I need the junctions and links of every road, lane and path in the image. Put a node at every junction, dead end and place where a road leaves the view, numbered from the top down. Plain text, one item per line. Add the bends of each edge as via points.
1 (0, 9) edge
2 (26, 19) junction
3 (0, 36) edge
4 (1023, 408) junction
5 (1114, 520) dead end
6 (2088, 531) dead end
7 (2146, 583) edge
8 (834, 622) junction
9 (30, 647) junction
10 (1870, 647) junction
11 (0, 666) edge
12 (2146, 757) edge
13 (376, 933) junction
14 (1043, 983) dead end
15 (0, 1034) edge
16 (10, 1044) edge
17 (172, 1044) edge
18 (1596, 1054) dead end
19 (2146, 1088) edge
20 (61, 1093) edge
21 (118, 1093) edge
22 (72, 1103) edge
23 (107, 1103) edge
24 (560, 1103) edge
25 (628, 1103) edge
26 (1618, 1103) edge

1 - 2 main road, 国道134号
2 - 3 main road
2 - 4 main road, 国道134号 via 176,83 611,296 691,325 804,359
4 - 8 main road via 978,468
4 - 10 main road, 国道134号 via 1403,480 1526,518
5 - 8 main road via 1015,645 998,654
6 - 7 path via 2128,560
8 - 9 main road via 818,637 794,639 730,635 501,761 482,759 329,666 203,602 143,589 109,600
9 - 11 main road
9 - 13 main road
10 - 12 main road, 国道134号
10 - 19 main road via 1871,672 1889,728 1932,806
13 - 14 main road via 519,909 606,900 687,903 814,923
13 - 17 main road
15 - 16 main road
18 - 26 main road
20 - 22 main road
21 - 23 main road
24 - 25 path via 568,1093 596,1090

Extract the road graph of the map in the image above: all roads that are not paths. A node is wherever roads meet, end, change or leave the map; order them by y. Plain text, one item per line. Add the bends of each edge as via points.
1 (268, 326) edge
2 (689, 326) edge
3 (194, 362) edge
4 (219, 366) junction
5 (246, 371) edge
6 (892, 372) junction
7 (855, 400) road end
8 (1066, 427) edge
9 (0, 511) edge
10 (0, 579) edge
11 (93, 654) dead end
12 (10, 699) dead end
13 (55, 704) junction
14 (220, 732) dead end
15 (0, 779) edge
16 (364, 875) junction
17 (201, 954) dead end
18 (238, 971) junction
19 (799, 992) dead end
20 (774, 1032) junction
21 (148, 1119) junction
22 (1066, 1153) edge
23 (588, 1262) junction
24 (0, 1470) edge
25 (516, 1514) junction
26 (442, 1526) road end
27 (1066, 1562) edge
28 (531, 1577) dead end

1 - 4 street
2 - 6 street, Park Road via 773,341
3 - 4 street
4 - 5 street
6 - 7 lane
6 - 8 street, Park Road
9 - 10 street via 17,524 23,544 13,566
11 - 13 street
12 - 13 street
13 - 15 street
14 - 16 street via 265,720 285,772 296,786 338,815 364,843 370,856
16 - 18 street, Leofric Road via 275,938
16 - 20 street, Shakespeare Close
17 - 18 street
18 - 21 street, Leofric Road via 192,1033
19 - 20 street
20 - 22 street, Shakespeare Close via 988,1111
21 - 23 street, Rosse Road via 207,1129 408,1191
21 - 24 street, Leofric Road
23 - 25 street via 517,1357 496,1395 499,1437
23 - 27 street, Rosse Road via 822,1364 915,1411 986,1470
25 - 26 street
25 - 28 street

WORK TASK —
Repeat the data above, word for word.

RESULT FOR THIS TASK —
I need the junctions and links of every road, lane and path in the image. Put a node at every junction, dead end and place where a road leaves the view, numbered from the top down. Plain text, one item per line. Add the bends of each edge as via points.
1 (0, 9) edge
2 (26, 19) junction
3 (0, 36) edge
4 (1023, 408) junction
5 (1114, 520) dead end
6 (2088, 531) dead end
7 (2146, 583) edge
8 (834, 622) junction
9 (30, 647) junction
10 (1870, 647) junction
11 (0, 666) edge
12 (2146, 757) edge
13 (376, 933) junction
14 (1043, 983) dead end
15 (0, 1034) edge
16 (10, 1044) edge
17 (172, 1044) edge
18 (1596, 1054) dead end
19 (2146, 1088) edge
20 (61, 1093) edge
21 (118, 1093) edge
22 (72, 1103) edge
23 (107, 1103) edge
24 (560, 1103) edge
25 (628, 1103) edge
26 (1618, 1103) edge

1 - 2 main road, 国道134号
2 - 3 main road
2 - 4 main road, 国道134号 via 176,83 611,296 691,325 804,359
4 - 8 main road via 978,468
4 - 10 main road, 国道134号 via 1403,480 1526,518
5 - 8 main road via 1015,645 998,654
6 - 7 path via 2128,560
8 - 9 main road via 818,637 794,639 730,635 501,761 482,759 329,666 203,602 143,589 109,600
9 - 11 main road
9 - 13 main road
10 - 12 main road, 国道134号
10 - 19 main road via 1871,672 1889,728 1932,806
13 - 14 main road via 519,909 606,900 687,903 814,923
13 - 17 main road
15 - 16 main road
18 - 26 main road
20 - 22 main road
21 - 23 main road
24 - 25 path via 568,1093 596,1090

Extract the road graph of the map in the image above: all roads that are not paths. A node is wherever roads meet, end, change or leave the map; order them by y. Plain text, one item per line. Add the bends of each edge as via points.
1 (268, 326) edge
2 (689, 326) edge
3 (194, 362) edge
4 (219, 366) junction
5 (246, 371) edge
6 (892, 372) junction
7 (855, 400) road end
8 (1066, 427) edge
9 (0, 511) edge
10 (0, 579) edge
11 (93, 654) dead end
12 (10, 699) dead end
13 (55, 704) junction
14 (220, 732) dead end
15 (0, 779) edge
16 (364, 875) junction
17 (201, 954) dead end
18 (238, 971) junction
19 (799, 992) dead end
20 (774, 1032) junction
21 (148, 1119) junction
22 (1066, 1153) edge
23 (588, 1262) junction
24 (0, 1470) edge
25 (516, 1514) junction
26 (442, 1526) road end
27 (1066, 1562) edge
28 (531, 1577) dead end

1 - 4 street
2 - 6 street, Park Road via 773,341
3 - 4 street
4 - 5 street
6 - 7 lane
6 - 8 street, Park Road
9 - 10 street via 17,524 23,544 13,566
11 - 13 street
12 - 13 street
13 - 15 street
14 - 16 street via 265,720 285,772 296,786 338,815 364,843 370,856
16 - 18 street, Leofric Road via 275,938
16 - 20 street, Shakespeare Close
17 - 18 street
18 - 21 street, Leofric Road via 192,1033
19 - 20 street
20 - 22 street, Shakespeare Close via 988,1111
21 - 23 street, Rosse Road via 207,1129 408,1191
21 - 24 street, Leofric Road
23 - 25 street via 517,1357 496,1395 499,1437
23 - 27 street, Rosse Road via 822,1364 915,1411 986,1470
25 - 26 street
25 - 28 street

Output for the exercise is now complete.